The installation of Slurm is primarily done through the cm-wlm-setup tool included with BCM.
Note
If any images are added to the system (namely a new DGX OS image) after this installation. This wizard has to be run again in order for the appropriate pyxis/enroot and CMDaemon packages are installed.
Here is the process to install Slurm:
Run cm-wlm-setup.
Choose Setup (Step By Step) on the WLM operations window and then select OK.
Choose Slurm on the Select Workload Manager screen and then select Ok.
Enter WLM cluster name and then select Ok.
Use the default cluster name of slurm.
Choose (only) two nodes for Workload Manager server role and then select Ok.
Only select the head node(s); not the slogin node(s).
Enter the new configuration overlay name and priority for server role and then select Ok.
Use the default values of slurm-server and 500.
Ensure that all categories for the Workload Manager client role are unchecked and then select Ok.
Ensure that all nodes for the Workload Manager client role are unchecked and then select Ok.
Enter the configuration overlay name and priority for client role and select Ok.

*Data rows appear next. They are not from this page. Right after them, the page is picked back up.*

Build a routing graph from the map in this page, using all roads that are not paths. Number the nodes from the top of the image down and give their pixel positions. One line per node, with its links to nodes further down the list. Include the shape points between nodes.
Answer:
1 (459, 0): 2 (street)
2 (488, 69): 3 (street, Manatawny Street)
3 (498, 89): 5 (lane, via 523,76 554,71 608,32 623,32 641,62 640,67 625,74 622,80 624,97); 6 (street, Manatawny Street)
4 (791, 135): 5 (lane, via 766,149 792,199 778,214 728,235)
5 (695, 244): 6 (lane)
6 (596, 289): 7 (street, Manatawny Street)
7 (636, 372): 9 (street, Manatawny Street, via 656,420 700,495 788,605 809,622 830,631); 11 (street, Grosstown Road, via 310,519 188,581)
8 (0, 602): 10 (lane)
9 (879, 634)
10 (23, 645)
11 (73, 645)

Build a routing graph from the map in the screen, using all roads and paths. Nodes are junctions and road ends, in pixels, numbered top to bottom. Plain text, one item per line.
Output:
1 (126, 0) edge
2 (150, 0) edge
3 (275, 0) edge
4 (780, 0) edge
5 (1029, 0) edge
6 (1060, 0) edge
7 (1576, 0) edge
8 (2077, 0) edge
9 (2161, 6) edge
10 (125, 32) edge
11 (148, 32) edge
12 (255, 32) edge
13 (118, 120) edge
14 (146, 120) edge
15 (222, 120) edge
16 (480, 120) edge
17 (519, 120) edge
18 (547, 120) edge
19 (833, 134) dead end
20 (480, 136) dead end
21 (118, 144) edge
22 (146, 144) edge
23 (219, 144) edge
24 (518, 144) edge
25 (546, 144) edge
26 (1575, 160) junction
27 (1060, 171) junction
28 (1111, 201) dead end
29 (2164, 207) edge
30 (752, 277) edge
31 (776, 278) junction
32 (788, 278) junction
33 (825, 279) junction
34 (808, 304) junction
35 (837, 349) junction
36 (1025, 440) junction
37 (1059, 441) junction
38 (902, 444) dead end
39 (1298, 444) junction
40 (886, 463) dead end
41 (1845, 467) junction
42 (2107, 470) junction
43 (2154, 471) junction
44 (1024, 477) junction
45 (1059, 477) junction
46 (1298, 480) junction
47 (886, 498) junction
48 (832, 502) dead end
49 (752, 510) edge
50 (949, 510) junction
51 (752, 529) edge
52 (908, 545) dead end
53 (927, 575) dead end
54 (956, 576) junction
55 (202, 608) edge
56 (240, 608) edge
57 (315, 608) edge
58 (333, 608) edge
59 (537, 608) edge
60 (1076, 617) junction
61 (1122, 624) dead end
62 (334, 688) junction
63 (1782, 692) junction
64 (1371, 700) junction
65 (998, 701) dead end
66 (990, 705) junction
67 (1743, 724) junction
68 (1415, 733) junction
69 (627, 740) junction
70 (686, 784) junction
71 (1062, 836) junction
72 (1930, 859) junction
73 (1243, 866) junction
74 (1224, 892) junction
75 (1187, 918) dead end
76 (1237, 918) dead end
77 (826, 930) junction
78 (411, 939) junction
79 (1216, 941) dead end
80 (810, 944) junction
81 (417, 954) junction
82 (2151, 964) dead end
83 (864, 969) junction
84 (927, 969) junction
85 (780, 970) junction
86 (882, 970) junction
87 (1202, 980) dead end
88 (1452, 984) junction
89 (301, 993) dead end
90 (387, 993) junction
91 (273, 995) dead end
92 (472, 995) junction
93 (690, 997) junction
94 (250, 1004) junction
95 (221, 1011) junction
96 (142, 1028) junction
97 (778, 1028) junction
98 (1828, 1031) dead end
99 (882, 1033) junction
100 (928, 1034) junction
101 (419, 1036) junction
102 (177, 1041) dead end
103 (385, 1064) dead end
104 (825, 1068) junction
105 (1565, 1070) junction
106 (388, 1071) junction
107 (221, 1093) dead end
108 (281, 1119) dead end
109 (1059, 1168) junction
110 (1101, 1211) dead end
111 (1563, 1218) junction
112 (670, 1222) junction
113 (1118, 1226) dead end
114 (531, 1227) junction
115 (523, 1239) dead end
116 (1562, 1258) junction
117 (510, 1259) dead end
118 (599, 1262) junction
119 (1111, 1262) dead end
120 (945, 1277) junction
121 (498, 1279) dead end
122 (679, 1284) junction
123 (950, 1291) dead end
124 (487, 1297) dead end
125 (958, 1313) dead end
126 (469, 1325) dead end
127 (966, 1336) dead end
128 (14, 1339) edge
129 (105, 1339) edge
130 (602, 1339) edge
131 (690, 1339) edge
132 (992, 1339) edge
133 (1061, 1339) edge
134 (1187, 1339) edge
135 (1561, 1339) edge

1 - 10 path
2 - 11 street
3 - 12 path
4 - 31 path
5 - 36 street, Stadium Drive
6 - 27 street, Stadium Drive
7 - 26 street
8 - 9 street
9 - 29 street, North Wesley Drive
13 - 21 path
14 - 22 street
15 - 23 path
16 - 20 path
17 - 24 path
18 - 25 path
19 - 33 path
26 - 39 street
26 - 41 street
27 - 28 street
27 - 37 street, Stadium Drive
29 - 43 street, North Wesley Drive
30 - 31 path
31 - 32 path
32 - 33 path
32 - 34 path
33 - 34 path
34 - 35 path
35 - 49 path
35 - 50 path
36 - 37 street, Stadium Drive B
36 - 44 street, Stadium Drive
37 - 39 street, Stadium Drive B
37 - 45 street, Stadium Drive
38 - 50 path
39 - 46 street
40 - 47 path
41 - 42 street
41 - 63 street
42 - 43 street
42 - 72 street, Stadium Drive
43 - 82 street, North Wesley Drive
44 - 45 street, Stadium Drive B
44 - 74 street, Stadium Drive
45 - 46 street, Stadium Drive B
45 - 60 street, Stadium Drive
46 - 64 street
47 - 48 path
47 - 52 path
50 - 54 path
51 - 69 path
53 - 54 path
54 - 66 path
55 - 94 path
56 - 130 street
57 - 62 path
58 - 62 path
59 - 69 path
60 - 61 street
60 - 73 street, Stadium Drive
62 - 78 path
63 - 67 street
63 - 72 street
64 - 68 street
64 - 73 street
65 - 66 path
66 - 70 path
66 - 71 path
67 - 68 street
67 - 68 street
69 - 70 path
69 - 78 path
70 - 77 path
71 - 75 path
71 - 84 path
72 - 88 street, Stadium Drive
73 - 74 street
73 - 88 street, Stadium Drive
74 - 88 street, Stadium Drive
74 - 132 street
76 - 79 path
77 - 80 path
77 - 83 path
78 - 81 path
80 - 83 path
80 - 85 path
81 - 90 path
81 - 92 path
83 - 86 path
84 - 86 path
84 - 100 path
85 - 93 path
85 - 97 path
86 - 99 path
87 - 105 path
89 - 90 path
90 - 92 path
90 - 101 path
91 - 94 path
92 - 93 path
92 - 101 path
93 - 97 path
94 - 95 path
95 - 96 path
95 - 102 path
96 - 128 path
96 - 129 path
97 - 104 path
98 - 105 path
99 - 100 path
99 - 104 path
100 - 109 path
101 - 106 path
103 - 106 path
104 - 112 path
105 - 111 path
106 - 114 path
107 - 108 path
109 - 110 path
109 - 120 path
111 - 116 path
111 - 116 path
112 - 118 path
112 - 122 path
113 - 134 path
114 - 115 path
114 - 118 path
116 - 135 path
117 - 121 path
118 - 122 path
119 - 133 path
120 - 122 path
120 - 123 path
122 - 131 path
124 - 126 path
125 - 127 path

Use the default values of slurm-client and 500.
Pick healthcheck producers that will be configured as pre-job checks and then select Ok.
Select the following healthcheck producers to be run as pre-job checks:
The compute tray nodes with GPU are selected in a different step and have their own configuration overlay.
Enter the name for the ConfigurationOverlay and then select Ok.
Use the default value of slurm-client-gpu.
Pick dgx or whatever name the gb200 category is for the Workload Manager client role and then select Ok.
All GPU compute tray nodes will be added and controlled at the category level.
Do not select individual nodes with GPUs or any control nodes.
Ensure that nothing is chosen for the Workload Manager client role and then select Ok.
Enter the new configuration overlay priority for client role and then select Ok.
Use the default value of 450.
Leave Tune number of slots empty and then select Ok.
Choose the categories for Workload Manager submit role and then select Ok.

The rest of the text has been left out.